Many people scratched their heads when President George W. Bush declared on May 1, 2003, from the flight deck of the U.S.S. Abraham Lincoln, the end of major combat operations in Iraq, even though it was clear there was more fighting to come.

On Thursday night, Philip Gourevitch told an audience of nearly 120 Fordham students at the McGinley Ballroom on the Rose Hill campus that the speech was part a deliberate plan by the Bush Administration.

Philip Gourevitch Photo by Bruce Gilbert

The idea, Gourevitch said, was to change the conflict from one in which people captured by the American military were called prisoners of war to another in which they were called detainees.

The Geneva Conventions mandate that a nation must treat prisoners of war humanely, but may be rougher with spies and saboteurs, a label which Gourevitch said the administration simply affixed to everyone they arrested after May 1.

The decision to exploit this loophole is one of the reasons why American soldiers were told to torture Iraqi prisoners at the Abu Ghraib prison.

“Inside that speech was a kind of legal pivot from one kind of war to another kind of war—a kind of war that we never quite admitted openly was the new structure, but which was immediately seen as being in effect,” said Gourevitch, whose book Standard Operating Procedure (Penguin Press, 2008) is based on interviews with the soldiers who appeared in photographs showing the abuse.

Earlier in the day, Gourevitch, editor of The Paris Review and a staff writer for The New Yorker, discussed the overriding theme of his work with a panel of Fordham professors at the McNally Amphitheatre on the Lincoln Center Campus. His appearence was sponsored by the Fordham Campus Activities Board’s American Age Lecture Series and the American Studies department.

Like Standard Operating Procedure, his book We Wish To Inform You that Tomorrow We Will Be Killed with Our Families: Stories from Rwanda (Picador, 1999) addressed what he called his fascination with false stories that Americans tell about themselves.

Most Americans would tell themselves that they would never force naked men to form a human pyramid, or drag them around on dog leashes. But Gourevitch noted that history tells a different story.

After the genocidal rampage that took the lives of at least 800,000 Rwandans in 1994, the refrain of “Never Again” was repeated, even as similar events were unfolding in Serbia, and continue today in the Darfur region of Sudan.

“In the case of Abu Ghraib, we collectively vilified all the people who appeared in the photographs.
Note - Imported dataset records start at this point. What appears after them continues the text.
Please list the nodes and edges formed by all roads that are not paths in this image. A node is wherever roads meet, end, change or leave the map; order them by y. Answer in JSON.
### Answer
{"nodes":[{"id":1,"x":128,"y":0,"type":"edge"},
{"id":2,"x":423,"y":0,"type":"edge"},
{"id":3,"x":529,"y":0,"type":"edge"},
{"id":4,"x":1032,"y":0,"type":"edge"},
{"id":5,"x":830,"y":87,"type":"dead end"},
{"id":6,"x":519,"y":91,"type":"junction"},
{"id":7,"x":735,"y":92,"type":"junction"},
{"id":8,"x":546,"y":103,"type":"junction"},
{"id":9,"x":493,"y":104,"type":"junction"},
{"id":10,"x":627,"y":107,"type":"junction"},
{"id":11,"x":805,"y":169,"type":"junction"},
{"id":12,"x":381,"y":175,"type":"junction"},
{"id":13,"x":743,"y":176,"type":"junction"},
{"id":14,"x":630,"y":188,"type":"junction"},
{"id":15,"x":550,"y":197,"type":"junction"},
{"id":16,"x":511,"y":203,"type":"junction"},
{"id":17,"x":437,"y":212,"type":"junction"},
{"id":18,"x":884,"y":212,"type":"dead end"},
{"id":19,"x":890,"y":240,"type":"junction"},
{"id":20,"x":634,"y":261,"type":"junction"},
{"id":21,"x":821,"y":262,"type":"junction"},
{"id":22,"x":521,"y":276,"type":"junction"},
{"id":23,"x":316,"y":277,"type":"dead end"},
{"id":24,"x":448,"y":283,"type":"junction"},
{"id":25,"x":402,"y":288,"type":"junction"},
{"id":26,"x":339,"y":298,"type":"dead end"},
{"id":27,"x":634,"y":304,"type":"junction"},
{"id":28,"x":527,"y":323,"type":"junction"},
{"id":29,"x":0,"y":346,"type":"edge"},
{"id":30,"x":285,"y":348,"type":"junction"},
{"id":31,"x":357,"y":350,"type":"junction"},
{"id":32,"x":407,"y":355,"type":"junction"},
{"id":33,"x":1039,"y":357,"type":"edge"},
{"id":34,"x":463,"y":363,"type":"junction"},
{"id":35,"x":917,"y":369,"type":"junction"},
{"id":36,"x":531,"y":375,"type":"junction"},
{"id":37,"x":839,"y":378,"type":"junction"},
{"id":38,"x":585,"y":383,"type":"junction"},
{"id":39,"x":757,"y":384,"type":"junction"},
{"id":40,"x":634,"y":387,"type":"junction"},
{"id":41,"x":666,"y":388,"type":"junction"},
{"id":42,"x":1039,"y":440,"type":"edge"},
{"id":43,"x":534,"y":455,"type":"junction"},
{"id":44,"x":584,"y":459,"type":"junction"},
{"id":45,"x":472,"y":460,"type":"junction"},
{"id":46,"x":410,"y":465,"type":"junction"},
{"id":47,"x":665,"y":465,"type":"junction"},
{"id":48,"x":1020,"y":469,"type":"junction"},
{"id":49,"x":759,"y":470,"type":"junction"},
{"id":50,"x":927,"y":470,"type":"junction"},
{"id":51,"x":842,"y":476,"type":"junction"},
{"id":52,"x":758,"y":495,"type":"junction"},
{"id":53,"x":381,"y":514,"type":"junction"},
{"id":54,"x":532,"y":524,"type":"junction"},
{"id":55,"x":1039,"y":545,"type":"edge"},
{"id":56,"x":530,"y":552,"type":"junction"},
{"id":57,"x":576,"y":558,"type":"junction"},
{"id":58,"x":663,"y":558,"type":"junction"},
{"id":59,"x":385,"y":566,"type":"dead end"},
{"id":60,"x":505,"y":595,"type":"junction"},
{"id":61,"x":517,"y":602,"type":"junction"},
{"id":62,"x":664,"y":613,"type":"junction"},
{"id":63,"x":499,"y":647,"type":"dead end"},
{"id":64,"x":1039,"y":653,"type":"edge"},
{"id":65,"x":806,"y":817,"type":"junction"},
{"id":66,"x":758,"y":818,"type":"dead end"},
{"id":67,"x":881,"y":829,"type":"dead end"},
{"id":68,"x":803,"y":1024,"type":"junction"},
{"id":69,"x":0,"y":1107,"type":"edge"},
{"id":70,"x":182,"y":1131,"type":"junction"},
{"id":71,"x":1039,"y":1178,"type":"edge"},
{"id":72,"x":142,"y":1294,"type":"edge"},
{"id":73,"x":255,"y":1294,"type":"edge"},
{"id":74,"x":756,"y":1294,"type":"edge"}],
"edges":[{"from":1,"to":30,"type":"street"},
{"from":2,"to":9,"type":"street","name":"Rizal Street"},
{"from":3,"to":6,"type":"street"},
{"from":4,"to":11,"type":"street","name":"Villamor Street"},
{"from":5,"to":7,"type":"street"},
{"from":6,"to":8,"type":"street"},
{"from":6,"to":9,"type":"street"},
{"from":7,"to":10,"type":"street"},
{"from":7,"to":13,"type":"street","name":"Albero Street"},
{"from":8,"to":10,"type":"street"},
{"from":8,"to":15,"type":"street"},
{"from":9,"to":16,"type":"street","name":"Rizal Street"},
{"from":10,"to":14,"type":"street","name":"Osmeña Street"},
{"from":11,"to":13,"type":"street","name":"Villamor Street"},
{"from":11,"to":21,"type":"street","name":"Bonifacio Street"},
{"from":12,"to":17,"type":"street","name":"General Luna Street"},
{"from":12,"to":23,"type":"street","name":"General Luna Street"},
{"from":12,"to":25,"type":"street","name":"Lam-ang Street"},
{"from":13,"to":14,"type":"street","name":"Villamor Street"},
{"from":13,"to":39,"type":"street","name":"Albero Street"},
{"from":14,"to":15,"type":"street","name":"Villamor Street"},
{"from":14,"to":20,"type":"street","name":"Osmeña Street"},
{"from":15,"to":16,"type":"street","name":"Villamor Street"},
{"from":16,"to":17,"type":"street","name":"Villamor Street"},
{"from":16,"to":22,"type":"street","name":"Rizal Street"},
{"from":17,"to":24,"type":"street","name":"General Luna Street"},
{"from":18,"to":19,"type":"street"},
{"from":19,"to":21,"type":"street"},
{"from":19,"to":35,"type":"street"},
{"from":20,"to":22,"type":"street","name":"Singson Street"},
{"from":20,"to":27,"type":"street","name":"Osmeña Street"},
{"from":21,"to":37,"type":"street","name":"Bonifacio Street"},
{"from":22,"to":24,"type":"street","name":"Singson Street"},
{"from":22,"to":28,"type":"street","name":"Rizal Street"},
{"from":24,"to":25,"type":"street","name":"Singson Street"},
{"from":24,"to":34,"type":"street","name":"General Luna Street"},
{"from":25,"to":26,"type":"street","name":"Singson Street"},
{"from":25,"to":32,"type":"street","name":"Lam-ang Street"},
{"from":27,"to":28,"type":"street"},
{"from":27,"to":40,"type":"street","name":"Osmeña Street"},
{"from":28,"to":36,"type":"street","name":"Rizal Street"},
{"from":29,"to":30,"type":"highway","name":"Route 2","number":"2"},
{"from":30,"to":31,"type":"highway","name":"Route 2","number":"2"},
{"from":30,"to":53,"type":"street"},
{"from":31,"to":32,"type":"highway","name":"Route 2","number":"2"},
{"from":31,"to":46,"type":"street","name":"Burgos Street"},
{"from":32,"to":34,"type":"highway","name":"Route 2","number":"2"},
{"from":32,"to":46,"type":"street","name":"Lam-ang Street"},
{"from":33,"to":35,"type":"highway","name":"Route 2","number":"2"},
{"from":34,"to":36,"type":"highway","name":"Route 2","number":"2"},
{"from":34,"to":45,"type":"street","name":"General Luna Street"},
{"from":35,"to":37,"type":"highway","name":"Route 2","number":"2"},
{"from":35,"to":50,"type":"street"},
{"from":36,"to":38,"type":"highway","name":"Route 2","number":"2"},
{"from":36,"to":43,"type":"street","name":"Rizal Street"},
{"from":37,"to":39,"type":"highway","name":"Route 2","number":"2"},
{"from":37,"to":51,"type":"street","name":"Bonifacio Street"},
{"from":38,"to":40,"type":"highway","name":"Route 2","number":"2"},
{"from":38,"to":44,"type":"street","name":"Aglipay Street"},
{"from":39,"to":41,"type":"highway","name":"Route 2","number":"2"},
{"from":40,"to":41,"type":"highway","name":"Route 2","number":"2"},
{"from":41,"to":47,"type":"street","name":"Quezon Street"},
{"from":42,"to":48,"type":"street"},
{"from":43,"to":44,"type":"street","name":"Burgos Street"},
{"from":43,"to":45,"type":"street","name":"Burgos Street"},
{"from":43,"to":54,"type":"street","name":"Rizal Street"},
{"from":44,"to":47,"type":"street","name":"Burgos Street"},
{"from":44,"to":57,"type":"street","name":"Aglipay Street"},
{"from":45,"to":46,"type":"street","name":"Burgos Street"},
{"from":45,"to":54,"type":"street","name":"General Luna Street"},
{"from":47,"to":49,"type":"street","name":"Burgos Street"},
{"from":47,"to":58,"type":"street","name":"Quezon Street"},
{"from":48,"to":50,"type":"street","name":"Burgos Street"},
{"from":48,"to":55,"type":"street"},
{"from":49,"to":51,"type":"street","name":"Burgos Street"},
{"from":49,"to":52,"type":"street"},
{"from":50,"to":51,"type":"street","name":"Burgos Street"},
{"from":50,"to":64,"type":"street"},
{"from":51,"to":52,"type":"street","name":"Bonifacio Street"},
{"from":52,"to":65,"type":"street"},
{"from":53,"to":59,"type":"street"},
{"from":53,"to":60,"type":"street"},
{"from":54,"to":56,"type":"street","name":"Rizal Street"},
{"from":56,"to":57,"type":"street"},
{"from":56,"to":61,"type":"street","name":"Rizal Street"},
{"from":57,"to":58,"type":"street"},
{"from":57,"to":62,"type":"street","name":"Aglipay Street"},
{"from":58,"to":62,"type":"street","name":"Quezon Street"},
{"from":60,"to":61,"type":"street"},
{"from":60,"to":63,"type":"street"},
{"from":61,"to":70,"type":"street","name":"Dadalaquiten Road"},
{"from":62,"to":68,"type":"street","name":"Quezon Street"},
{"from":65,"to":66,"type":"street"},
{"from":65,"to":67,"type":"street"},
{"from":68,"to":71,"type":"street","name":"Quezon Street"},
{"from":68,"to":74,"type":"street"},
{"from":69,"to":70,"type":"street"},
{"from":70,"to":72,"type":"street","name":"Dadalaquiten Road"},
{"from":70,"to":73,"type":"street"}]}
Even if we knew that these things seemed to be somehow connected to American policy, the idea was, ‘Those guys were scum, and I would never do that,’” he said. “Yet the history of the world tells us that the great mass of people do these things, that the people who actually behave well when the pressure comes down are comparatively few.”

He did not defend the actions of the soldiers, but suggested that Americans delude themselves by refusing to identify with them.

“In the name of giving ourselves a sense of security, we’re placing ourselves in more dangerous positions politically, morally and practically, by blinding ourselves to a certain kind of reality,” he said.